=== DIRECTIONS ===
Return each line of the entries that mentions the word "Write".

=== DATASET ENTRIES ===

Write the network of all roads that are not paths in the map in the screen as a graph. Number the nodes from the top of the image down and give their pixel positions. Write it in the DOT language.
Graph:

==

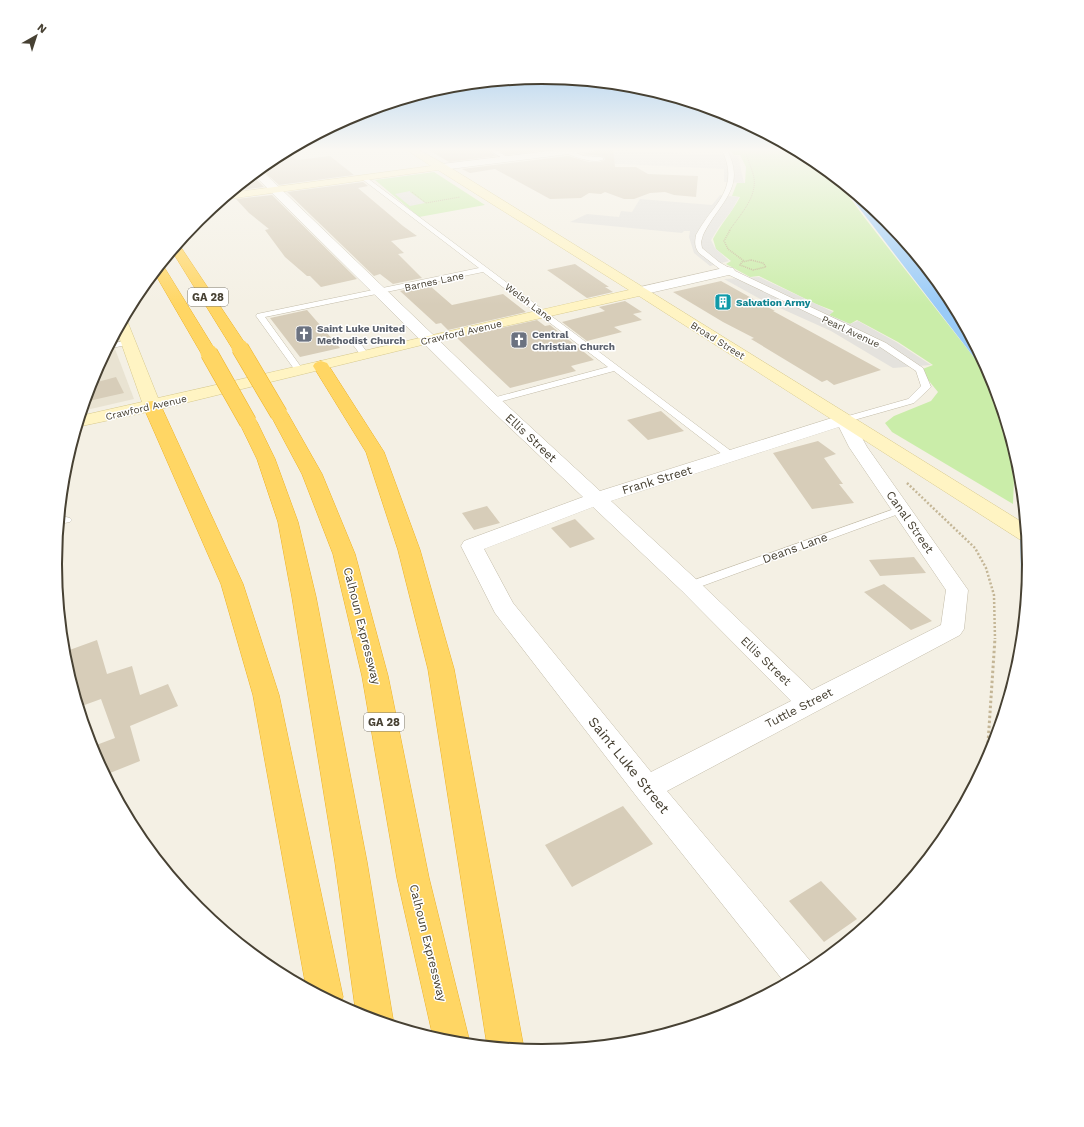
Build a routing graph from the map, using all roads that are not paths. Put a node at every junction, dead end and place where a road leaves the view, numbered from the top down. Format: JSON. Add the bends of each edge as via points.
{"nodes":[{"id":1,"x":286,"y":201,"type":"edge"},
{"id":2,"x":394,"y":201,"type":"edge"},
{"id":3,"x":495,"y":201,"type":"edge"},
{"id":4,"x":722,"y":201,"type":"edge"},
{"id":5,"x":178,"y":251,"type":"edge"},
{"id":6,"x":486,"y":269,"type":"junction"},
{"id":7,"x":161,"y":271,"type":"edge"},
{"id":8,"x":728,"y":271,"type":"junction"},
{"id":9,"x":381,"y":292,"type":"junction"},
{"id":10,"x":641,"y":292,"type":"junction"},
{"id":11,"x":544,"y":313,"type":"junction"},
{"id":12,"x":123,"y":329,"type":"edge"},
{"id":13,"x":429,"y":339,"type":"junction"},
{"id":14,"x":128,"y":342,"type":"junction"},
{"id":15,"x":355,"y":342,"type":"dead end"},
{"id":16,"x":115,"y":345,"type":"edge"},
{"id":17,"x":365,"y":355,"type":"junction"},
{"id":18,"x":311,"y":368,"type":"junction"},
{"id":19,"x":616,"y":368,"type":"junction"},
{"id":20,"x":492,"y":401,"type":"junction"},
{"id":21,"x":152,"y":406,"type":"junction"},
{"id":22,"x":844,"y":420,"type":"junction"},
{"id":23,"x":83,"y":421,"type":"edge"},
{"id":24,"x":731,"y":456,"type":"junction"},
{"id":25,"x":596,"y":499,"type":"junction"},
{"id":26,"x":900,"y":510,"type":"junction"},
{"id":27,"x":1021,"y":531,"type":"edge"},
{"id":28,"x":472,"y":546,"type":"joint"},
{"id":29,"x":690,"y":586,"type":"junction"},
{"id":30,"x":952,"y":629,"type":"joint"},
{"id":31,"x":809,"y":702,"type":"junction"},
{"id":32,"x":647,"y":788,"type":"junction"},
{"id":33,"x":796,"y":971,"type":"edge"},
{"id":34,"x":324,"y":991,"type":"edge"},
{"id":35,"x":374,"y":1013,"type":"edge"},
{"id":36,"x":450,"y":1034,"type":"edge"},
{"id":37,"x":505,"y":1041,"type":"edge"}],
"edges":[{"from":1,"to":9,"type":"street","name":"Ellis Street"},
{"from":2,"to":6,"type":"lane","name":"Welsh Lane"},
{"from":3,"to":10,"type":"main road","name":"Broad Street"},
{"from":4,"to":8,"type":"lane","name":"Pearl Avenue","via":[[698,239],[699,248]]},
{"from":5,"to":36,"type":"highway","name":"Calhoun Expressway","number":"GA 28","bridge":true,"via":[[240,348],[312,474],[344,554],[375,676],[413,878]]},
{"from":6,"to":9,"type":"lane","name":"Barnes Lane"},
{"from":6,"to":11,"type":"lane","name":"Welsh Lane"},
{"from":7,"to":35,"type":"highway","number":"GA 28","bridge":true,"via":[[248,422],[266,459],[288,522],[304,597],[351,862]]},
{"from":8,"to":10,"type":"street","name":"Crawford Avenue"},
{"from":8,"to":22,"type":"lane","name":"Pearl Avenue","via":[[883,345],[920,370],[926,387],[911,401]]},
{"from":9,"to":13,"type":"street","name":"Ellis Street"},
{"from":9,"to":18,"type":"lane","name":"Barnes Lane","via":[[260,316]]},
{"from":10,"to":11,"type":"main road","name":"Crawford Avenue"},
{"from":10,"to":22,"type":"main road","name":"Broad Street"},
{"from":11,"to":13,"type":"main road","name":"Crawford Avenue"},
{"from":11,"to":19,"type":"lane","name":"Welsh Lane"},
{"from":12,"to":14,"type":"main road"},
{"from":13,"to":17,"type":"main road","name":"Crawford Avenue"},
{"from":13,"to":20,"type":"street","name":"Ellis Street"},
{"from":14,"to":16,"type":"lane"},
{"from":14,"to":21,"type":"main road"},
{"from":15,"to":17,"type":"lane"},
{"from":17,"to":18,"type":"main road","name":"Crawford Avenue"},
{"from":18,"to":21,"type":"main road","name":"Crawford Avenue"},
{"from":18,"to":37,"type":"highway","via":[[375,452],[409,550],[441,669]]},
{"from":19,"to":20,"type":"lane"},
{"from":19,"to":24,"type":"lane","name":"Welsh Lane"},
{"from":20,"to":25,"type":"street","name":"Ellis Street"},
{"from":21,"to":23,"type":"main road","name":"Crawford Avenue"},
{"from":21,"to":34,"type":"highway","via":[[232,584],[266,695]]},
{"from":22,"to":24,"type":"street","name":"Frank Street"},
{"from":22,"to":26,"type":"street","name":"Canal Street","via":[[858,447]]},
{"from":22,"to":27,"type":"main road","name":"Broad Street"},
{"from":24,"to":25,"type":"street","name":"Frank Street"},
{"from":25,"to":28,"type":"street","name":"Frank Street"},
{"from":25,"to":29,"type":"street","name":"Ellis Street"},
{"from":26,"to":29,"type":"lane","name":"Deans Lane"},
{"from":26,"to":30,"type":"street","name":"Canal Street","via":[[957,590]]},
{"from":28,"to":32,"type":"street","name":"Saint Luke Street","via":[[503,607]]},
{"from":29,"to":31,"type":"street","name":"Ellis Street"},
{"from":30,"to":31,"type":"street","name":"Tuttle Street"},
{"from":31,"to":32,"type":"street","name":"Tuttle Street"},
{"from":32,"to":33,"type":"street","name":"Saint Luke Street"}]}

* * *

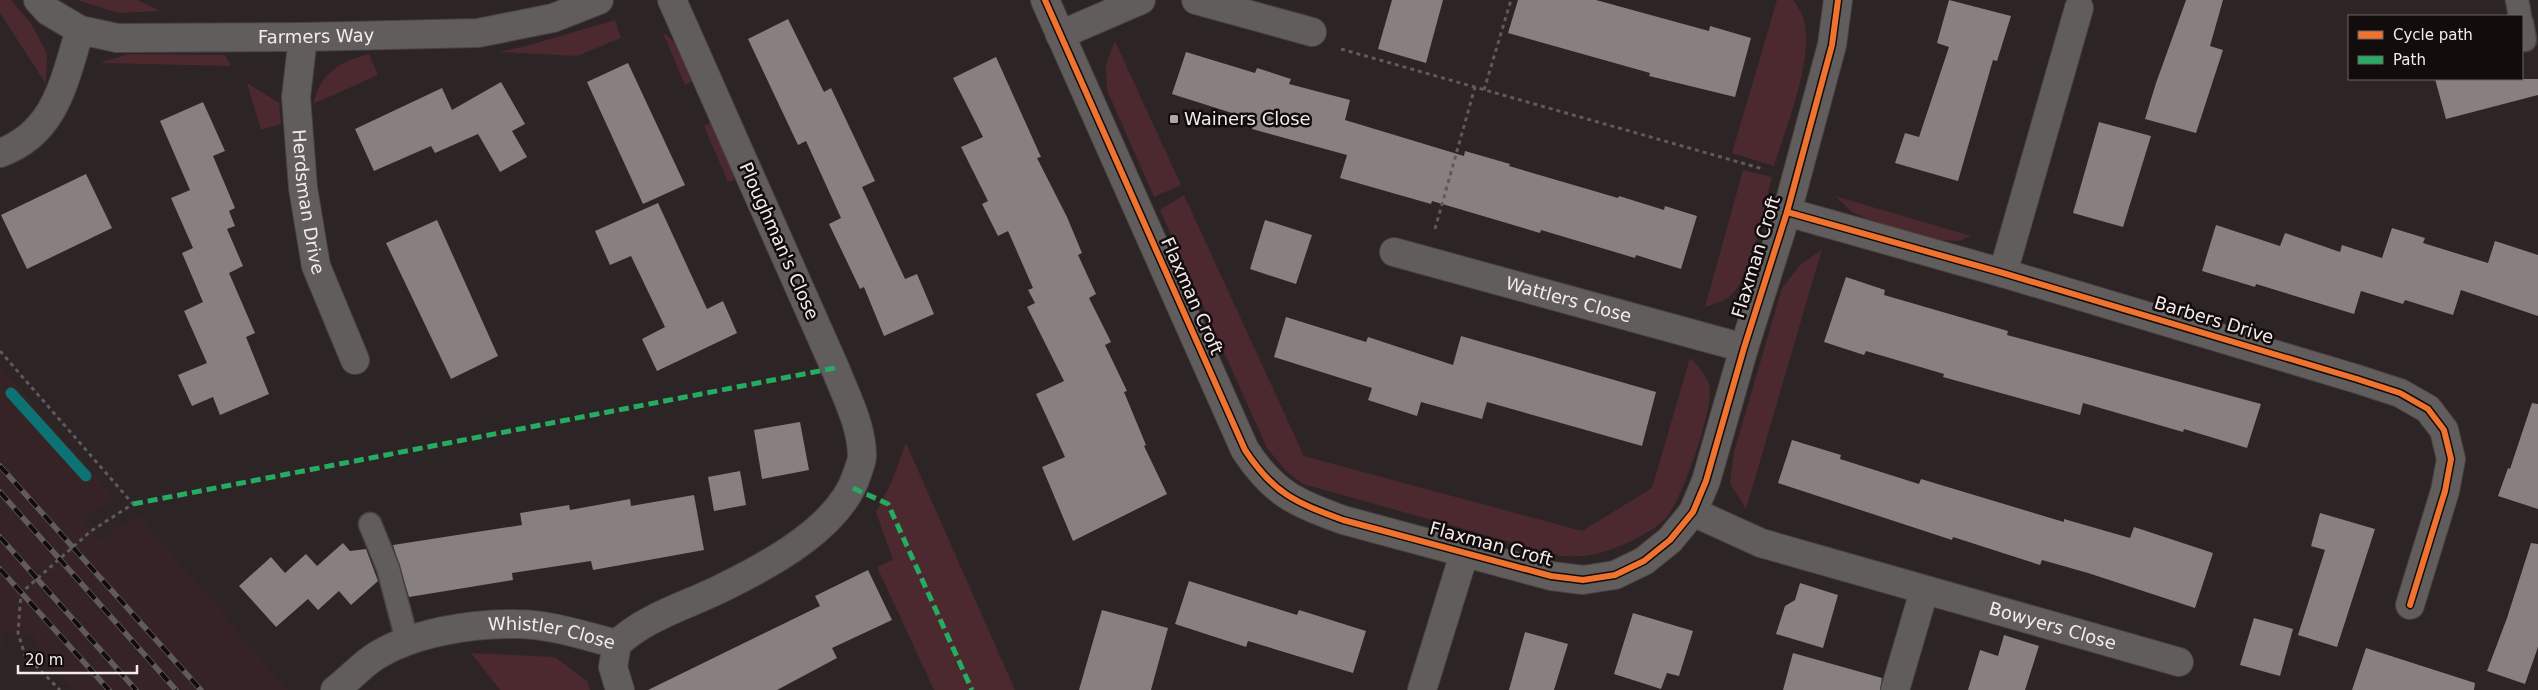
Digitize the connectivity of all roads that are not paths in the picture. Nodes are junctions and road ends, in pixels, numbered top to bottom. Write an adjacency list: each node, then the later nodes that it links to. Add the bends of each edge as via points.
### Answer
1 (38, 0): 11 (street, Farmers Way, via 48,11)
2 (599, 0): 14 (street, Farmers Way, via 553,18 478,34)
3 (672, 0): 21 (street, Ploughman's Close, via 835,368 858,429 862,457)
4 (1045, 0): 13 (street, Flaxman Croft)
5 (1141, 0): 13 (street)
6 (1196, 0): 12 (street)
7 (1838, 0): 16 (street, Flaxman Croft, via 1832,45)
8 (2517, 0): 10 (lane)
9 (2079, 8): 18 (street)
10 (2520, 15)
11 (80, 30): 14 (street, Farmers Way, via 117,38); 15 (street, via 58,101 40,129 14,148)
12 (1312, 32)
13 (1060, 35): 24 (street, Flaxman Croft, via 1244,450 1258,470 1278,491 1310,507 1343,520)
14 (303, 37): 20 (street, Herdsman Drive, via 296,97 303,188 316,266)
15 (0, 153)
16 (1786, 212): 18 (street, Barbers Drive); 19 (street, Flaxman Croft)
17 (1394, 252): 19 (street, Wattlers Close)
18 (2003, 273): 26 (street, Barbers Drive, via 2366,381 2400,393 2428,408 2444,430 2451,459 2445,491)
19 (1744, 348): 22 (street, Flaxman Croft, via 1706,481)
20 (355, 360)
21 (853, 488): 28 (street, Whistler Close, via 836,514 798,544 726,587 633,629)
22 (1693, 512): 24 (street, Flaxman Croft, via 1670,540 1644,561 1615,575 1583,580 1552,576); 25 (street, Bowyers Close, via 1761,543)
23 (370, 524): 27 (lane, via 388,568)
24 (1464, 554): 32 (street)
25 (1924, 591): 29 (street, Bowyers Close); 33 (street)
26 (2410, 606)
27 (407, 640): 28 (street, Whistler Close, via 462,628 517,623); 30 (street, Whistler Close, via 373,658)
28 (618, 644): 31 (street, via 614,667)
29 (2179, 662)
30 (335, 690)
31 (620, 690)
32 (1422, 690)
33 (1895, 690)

=== TASK OUTPUT ===
Write the network of all roads that are not paths in the map in the screen as a graph. Number the nodes from the top of the image down and give their pixel positions. Write it in the DOT language.
Digitize the connectivity of all roads that are not paths in the picture. Nodes are junctions and road ends, in pixels, numbered top to bottom. Write an adjacency list: each node, then the later nodes that it links to. Add the bends of each edge as via points.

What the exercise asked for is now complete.